The conversion of propylene oxide using base-catalyzed conditions to produce a mixture of monopropylene glycol methyl ethers (PM), dipropylene glycol methyl ether (DPM), tripropylene glycol methyl ethers (TPM) and heavier molecular weight polypropylene glycol methyl ethers is the current industry standard technology for commercial PM glycol ethers. The mixture of the mono-, di-, tri- and heavier product categories can be controlled by adjusting the methanol-to-propylene oxide feed mole ratio, recycling products back to the reactor for further propylene oxide addition, and adjusting the reactor temperature among other means.
The monopropylene glycol methyl ether family includes two isomers, 1-methoxy-2-propanol (PM2) and 2-methoxy-1-propanol (PM1). Using industry standard base-catalyzed technology, the PM2/PM1 ratio is ˜20/1. Reaction technology giving a selectivity >20/1 is preferable since PM1 is classified as a teratogen and can be present as a component in the commercial PM2 product at <0.5 wt %. In order to achieve this specification, costly distillation is used to separate these similar boiling materials (PM2 bp=118-119° C.; PM1 bp=130° C.).

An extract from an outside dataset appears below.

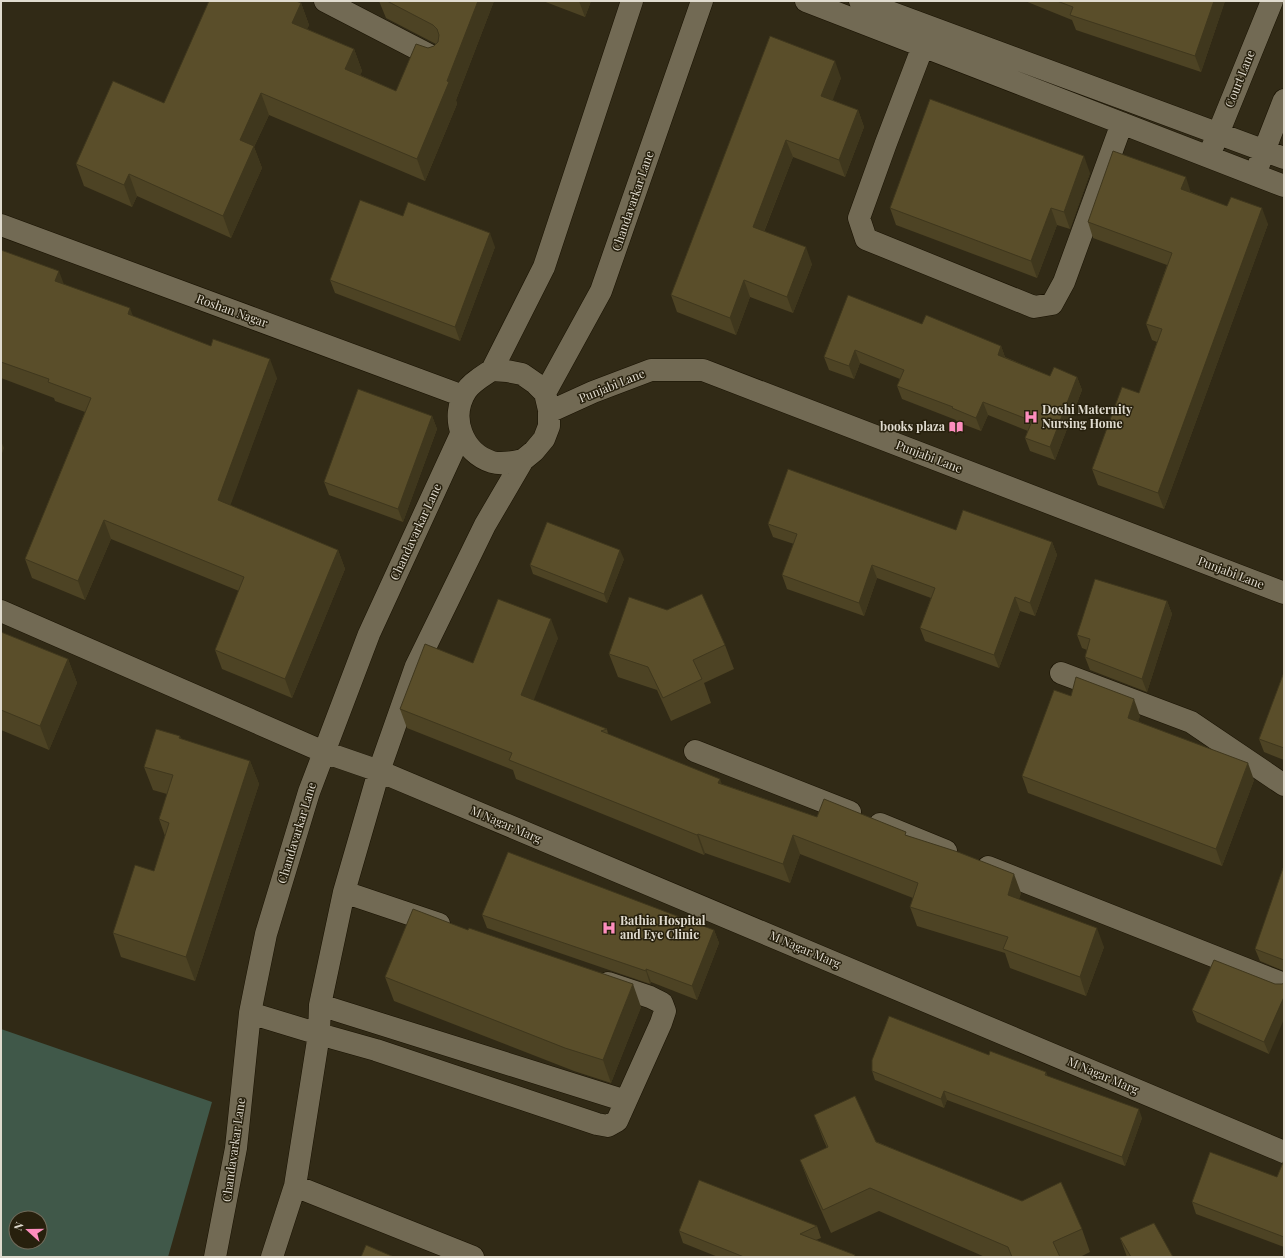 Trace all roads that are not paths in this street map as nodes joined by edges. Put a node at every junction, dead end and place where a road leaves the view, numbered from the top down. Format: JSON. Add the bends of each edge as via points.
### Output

Catalytically propoxylating PM1 to propoxylated adducts with very little reaction of PM2 can provide a mixture that is easily separated by simple distillation yet retains the highly desired PM2 product. Moreover, a catalyst system that selectively propoxylates methanol to monopropylene glycol methyl ether and at the same time further catalyzes the selective propoxylation of the undesired PM1 product to DPM can result in a highly selective process for producing PM2.
Although the primary hydroxyl group of PM1 is more acidic than the secondary hydroxyl group of PM2, significant propoxylation of both PM1 and PM2 occurs under base-catalyzed (e.g., NaOH or KOH) conditions.
Therefore, novel compositions which can be used as catalysts for the regio selective methanolysis of propylene oxide would also be desirable.